Slaughterhouse Waste

Slaughterhouse waste is biomass. It includes bones, organs, hooves, and other inedible animal parts leftover after all the edible parts of the animal have been removed. Dead stock is also biomass waste. This includes animals that have died from disease, road kill, and spoiled meat.

Traditionally, both dead stock and slaughterhouse waste is shipped to a rendering plant where it is further processed into useful products. These products are sold as a source of protein and other nutrients in the diets of dairy animals, poultry, swine, pet food, cattle feed, and sheep feed.

One estimate states that some 40 billion pounds of slaughterhouse wastes like blood, bone and viscera, as well as the remains of millions of euthanized cats and dogs passed along by veterinarians and animal shelters, are rendered annually into livestock feed. However, the current disposal options are completely disappearing in a number of cases. New regulations, such as those surrounding disposal of specified risk material (as a result of Bovine Spongiform Encephalopathy or BSE) and avian flu outbreaks are increasing the livestock industry’s demand for alternative high temperature waste disposal technologies.

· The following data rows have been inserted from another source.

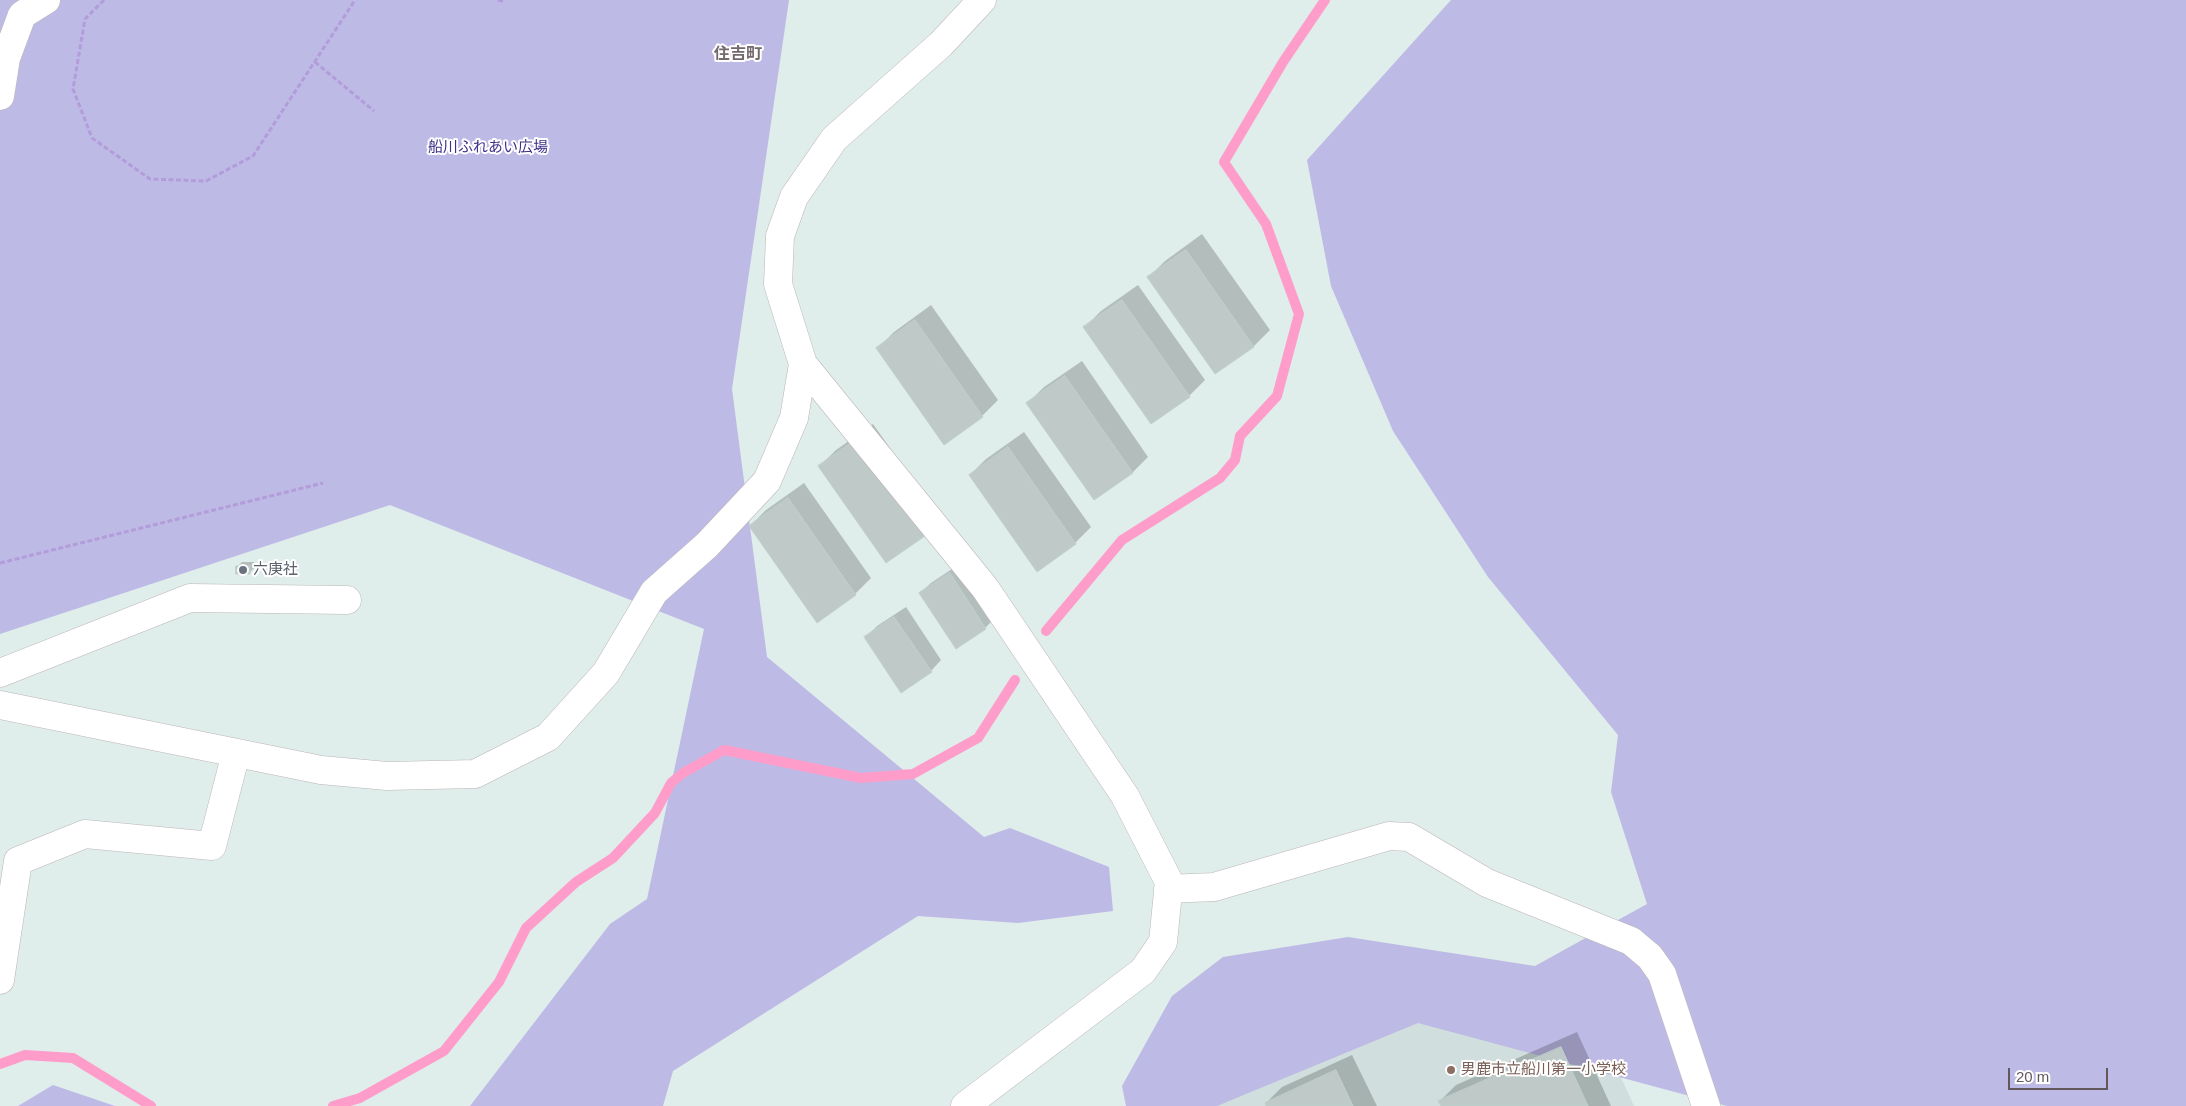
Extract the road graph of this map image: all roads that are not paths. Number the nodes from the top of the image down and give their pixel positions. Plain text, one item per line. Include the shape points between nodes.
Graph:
1 (46, 0) edge
2 (982, 0) edge
3 (0, 96) edge
4 (803, 364) junction
5 (346, 600) dead end
6 (0, 673) edge
7 (0, 705) edge
8 (236, 753) junction
9 (1168, 889) junction
10 (0, 980) edge
11 (965, 1106) edge
12 (1706, 1106) edge

1 - 3 street via 22,15 6,58
2 - 4 street via 941,44 834,139 794,197 780,236 778,284
4 - 8 street via 794,418 766,481 707,545 654,592 606,673 548,737 475,774 387,776 321,770
4 - 9 street via 984,588 1124,796 1169,882
5 - 6 street via 190,598
7 - 8 street
8 - 10 street via 212,846 85,834 18,861
9 - 11 street via 1163,942 1143,972
9 - 12 street via 1214,887 1389,836 1410,837 1487,883 1631,941 1650,957 1662,974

The ROC processes untreated slaughterhouse waste, without odour or pollution, and destroys all furans, dioxins and polyaromatic hydrocarbons (PAH) in line with The Canadian Food Inspection Agency guidelines. Thermal and electrical energy is produced to enable full operation of processing plants and facilities. This makes it an ideal closed loop solution for production, clean safe disposal and self-sustaining energy production.